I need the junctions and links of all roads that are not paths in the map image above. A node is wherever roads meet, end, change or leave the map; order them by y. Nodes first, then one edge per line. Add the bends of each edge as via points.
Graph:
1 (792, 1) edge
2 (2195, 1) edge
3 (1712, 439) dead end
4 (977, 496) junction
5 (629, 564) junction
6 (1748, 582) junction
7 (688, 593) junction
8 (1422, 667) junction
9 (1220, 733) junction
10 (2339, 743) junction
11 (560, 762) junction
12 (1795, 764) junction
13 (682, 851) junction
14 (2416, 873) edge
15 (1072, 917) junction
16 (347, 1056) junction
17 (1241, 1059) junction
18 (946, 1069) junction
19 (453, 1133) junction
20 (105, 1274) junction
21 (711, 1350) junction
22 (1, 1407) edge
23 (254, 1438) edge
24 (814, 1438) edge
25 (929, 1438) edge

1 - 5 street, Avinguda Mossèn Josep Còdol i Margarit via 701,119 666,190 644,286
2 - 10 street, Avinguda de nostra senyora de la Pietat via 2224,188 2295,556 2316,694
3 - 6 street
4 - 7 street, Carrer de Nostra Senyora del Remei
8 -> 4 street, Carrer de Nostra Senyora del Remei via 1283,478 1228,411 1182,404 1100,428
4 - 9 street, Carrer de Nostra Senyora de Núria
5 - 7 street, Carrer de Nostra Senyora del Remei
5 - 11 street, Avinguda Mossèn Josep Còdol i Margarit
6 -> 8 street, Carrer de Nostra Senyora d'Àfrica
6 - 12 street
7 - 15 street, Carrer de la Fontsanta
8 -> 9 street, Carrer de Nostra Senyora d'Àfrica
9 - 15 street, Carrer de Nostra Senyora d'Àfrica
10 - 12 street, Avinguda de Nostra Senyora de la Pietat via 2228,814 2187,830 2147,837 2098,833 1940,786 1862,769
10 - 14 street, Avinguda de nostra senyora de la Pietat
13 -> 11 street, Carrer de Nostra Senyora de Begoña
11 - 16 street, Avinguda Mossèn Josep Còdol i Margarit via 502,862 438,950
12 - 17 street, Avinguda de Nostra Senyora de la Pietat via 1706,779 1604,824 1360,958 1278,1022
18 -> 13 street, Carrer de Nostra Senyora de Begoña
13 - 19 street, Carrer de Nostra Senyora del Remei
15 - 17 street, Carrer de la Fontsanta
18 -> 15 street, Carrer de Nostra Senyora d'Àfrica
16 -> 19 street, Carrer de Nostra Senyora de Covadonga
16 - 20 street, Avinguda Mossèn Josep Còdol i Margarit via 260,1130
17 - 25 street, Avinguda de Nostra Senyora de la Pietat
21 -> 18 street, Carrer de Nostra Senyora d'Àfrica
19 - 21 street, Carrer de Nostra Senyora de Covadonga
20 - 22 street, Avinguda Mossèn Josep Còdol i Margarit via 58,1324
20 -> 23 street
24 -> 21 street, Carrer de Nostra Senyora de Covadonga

━━━

▸ TASK STATEMENT: Please reproduce the records above in their entirety, exactly as given.

▸ TASK SOLUTION:
I need the junctions and links of all roads that are not paths in the map image above. A node is wherever roads meet, end, change or leave the map; order them by y. Nodes first, then one edge per line. Add the bends of each edge as via points.
Graph:
1 (792, 1) edge
2 (2195, 1) edge
3 (1712, 439) dead end
4 (977, 496) junction
5 (629, 564) junction
6 (1748, 582) junction
7 (688, 593) junction
8 (1422, 667) junction
9 (1220, 733) junction
10 (2339, 743) junction
11 (560, 762) junction
12 (1795, 764) junction
13 (682, 851) junction
14 (2416, 873) edge
15 (1072, 917) junction
16 (347, 1056) junction
17 (1241, 1059) junction
18 (946, 1069) junction
19 (453, 1133) junction
20 (105, 1274) junction
21 (711, 1350) junction
22 (1, 1407) edge
23 (254, 1438) edge
24 (814, 1438) edge
25 (929, 1438) edge

1 - 5 street, Avinguda Mossèn Josep Còdol i Margarit via 701,119 666,190 644,286
2 - 10 street, Avinguda de nostra senyora de la Pietat via 2224,188 2295,556 2316,694
3 - 6 street
4 - 7 street, Carrer de Nostra Senyora del Remei
8 -> 4 street, Carrer de Nostra Senyora del Remei via 1283,478 1228,411 1182,404 1100,428
4 - 9 street, Carrer de Nostra Senyora de Núria
5 - 7 street, Carrer de Nostra Senyora del Remei
5 - 11 street, Avinguda Mossèn Josep Còdol i Margarit
6 -> 8 street, Carrer de Nostra Senyora d'Àfrica
6 - 12 street
7 - 15 street, Carrer de la Fontsanta
8 -> 9 street, Carrer de Nostra Senyora d'Àfrica
9 - 15 street, Carrer de Nostra Senyora d'Àfrica
10 - 12 street, Avinguda de Nostra Senyora de la Pietat via 2228,814 2187,830 2147,837 2098,833 1940,786 1862,769
10 - 14 street, Avinguda de nostra senyora de la Pietat
13 -> 11 street, Carrer de Nostra Senyora de Begoña
11 - 16 street, Avinguda Mossèn Josep Còdol i Margarit via 502,862 438,950
12 - 17 street, Avinguda de Nostra Senyora de la Pietat via 1706,779 1604,824 1360,958 1278,1022
18 -> 13 street, Carrer de Nostra Senyora de Begoña
13 - 19 street, Carrer de Nostra Senyora del Remei
15 - 17 street, Carrer de la Fontsanta
18 -> 15 street, Carrer de Nostra Senyora d'Àfrica
16 -> 19 street, Carrer de Nostra Senyora de Covadonga
16 - 20 street, Avinguda Mossèn Josep Còdol i Margarit via 260,1130
17 - 25 street, Avinguda de Nostra Senyora de la Pietat
21 -> 18 street, Carrer de Nostra Senyora d'Àfrica
19 - 21 street, Carrer de Nostra Senyora de Covadonga
20 - 22 street, Avinguda Mossèn Josep Còdol i Margarit via 58,1324
20 -> 23 street
24 -> 21 street, Carrer de Nostra Senyora de Covadonga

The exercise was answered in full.